Christian Love and Roman Totality

Worshipers at St Mark’s received a rare blessing this Sunday: two clergy, one at the 8 am service and one at the 10 am, delivering homilies on the same texts. The texts were Acts 16:16-34, Revelation 22:12-14, 16-17, and 20-21, and John 17:20-26. Both homilies were illuminating.

In the 8 am homily, we were invited to reflect on the historical and social context of the events in Luke-Acts, in particular the oppressive presence of Roman occupation and patriarchal domination. In the 10 am homily, we were invited to reflect on the week between Assension and Pentecost, and on the wonderful and mysterious ways that the distant God is known and experienced in the small, messy, and often confusing dimensions of everyday life. I was enriched by both homilies.

 

Icon of the Pentecost
Icon of the Pentecost (Photo credit: Wikipedia)

Yet, insofar as biblical interpretation is often and appropriately an ongoing never-fully-completed midrash, the combination of the two homilies left me wondering how the oneness invoked in John’s Gospel differs from the oneness confronting the slave-girl, the jailer, and Paul and Silas in Luke-Acts. And it struck me that we may occasionally be guilty of confusing the two.

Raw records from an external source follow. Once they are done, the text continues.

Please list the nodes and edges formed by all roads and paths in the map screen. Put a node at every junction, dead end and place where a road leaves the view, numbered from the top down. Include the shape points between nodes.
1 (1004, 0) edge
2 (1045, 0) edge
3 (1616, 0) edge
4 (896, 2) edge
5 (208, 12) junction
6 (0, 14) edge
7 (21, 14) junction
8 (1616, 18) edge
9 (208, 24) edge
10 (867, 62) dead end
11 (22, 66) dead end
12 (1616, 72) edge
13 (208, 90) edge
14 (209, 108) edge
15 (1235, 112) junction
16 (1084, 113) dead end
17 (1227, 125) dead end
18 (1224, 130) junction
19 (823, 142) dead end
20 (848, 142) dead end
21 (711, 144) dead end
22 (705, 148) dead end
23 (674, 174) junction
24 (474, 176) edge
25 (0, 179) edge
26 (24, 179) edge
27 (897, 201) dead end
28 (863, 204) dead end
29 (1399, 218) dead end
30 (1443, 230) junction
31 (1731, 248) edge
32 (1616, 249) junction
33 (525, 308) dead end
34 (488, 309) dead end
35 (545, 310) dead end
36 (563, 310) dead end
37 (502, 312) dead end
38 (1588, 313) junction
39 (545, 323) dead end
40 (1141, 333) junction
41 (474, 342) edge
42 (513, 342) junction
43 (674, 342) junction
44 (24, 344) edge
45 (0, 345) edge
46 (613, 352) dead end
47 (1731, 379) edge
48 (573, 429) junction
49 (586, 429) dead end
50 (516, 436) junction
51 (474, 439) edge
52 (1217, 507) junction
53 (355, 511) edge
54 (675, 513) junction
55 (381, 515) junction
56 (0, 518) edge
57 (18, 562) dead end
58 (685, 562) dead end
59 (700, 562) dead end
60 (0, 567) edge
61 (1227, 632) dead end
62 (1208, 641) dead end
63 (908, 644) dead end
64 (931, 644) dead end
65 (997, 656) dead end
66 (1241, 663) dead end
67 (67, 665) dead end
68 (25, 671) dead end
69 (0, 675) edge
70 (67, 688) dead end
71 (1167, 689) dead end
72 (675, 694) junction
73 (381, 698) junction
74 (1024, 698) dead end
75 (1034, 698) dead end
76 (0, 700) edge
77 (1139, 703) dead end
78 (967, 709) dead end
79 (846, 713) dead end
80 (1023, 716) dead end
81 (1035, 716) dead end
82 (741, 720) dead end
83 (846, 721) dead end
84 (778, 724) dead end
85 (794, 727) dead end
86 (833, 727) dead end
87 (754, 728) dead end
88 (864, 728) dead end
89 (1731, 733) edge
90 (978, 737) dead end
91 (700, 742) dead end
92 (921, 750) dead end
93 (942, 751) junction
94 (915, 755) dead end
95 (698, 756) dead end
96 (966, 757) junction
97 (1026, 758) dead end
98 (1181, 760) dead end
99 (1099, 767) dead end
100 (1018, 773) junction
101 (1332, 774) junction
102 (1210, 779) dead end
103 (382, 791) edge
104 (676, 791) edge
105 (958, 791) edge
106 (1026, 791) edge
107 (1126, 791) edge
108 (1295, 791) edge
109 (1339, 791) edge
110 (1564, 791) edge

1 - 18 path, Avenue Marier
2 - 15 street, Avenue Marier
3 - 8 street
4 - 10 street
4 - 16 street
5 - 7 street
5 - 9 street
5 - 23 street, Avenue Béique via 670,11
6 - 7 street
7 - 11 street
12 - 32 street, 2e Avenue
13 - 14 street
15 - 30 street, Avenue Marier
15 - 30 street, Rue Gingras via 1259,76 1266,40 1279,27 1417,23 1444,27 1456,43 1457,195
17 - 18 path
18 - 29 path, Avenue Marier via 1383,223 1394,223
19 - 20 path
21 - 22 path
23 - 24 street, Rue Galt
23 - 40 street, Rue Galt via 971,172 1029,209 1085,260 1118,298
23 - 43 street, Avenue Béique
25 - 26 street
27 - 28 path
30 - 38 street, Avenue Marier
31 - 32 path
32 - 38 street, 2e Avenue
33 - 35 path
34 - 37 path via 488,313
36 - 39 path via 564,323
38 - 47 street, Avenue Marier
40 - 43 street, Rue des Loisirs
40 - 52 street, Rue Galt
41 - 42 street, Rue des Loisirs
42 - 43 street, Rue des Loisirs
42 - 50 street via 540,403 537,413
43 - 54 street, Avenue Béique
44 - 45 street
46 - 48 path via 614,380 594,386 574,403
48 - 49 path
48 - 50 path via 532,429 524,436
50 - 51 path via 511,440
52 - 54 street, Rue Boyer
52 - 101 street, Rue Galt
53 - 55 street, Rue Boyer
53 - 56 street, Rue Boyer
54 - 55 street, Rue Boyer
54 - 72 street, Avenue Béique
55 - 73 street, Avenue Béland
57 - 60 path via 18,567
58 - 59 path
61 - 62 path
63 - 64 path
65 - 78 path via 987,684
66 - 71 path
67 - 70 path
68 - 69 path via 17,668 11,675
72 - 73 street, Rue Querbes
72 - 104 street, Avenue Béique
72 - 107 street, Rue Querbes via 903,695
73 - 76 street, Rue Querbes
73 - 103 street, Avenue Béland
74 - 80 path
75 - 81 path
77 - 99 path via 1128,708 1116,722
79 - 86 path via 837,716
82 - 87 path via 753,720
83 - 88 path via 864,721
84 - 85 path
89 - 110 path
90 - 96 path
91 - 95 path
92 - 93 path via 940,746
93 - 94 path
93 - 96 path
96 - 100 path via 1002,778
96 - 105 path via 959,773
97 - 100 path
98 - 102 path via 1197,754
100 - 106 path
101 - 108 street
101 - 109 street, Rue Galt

For those of you who may have skipped Sunday Mass, the circumstances of all three readings are extremely interesting. The passages in Luke-Acts and Revelation were composed in the wake of the Temple’s destruction and the slaughter of Jerusalem’s Jewish community – Revelation in nearer proximity to those events, Luke-Acts more distantly from the vantage-point of the exiled community. Neither offers a particularly rosy portrayal of the Roman occupation or Roman power. John’s Gospel, written at an even greater distance, contemplates and counsels the unity of the community faith with Christ and the unity of its members with one another. This unity and the love evident in and arising out of this unity will become a hallmark of the post-Pentecost community.

More particularly, however, Luke-Acts directs our attention to the slave-girl and to her gift, a gift of divination that has made her owners quite wealthy. All metphor aside, no imagination is required to recognize the relations of domination and submission displayed in this relationship between a gifted girl, a slave, and her owners. Nor is any imagination required for us to recognize why the jailor, seeing that his prisoners have been miraculously freed by an earthquake, would prefer to take his own life rather than face torture and certain death at the hands of his Roman masters.

In both relationships ­– the slave-girl’s relationship to her owners and the jailors relationship with his masters – we find only what we might expect to find: natural relationships of domination and submission that, however distasteful, nevertheless for centuries held the Roman Empire together. There was here – as Paul himself testifies in Romans 1-3 and 13, and as Peter concurs in 1 Peter – a kind of unity, a coherence, built on hierarchy, built on patriarchy; but, as far as it goes, completely unsurprising, normal, even natural.

It strikes me that this is the kind of unity that much of Christendom mistakes for the unity to which Jesus calls our attention in John. And, no doubt, there is something comforting, familiar, and even natural about the relationships of domination and submission displayed in the slave-girl’s relationship to her owners or the jailors relationship to his master. No imagination is required here for us to recognize the deep pathologies that cut across abusive relationships between parents and children, husbands and wives, substance abusers and their dependents. Nor is much imagination required for us to recognize why individuals who feel locked into oppressive personal or economic relationships – whether they are managers, like the jailor, or mere employees, like the slave-girl – might mistakenly feel that these relations are preferable to the alternatives. Such hierarchical, unequal relationships of domination and submission are so familiar to us that they feel natural, or in any event inevitable.

The tragedy is that we ourselves may be inclined to mistake these perverse social and economic relationships for the unity to which Jesus calls us in John’s Gospel. We may be inclined to reproduce in our communities the same social and economic relationships of domination and submission that we mistake for normal, natural, or unavoidable. Paul and Peter were surely inclined to make this mistake.

And, yet, perhaps as a prefiguration of Pentecost, Paul and Silas cannot help but do the right thing, loose the chains, free the captives, and proclaim the coming of the divine community on earth.

This community is one, but it is one in a completely different way than the unity of the Roman Empire, since it is grounded not on natural differences or institutional coherence or custom. It is based on love.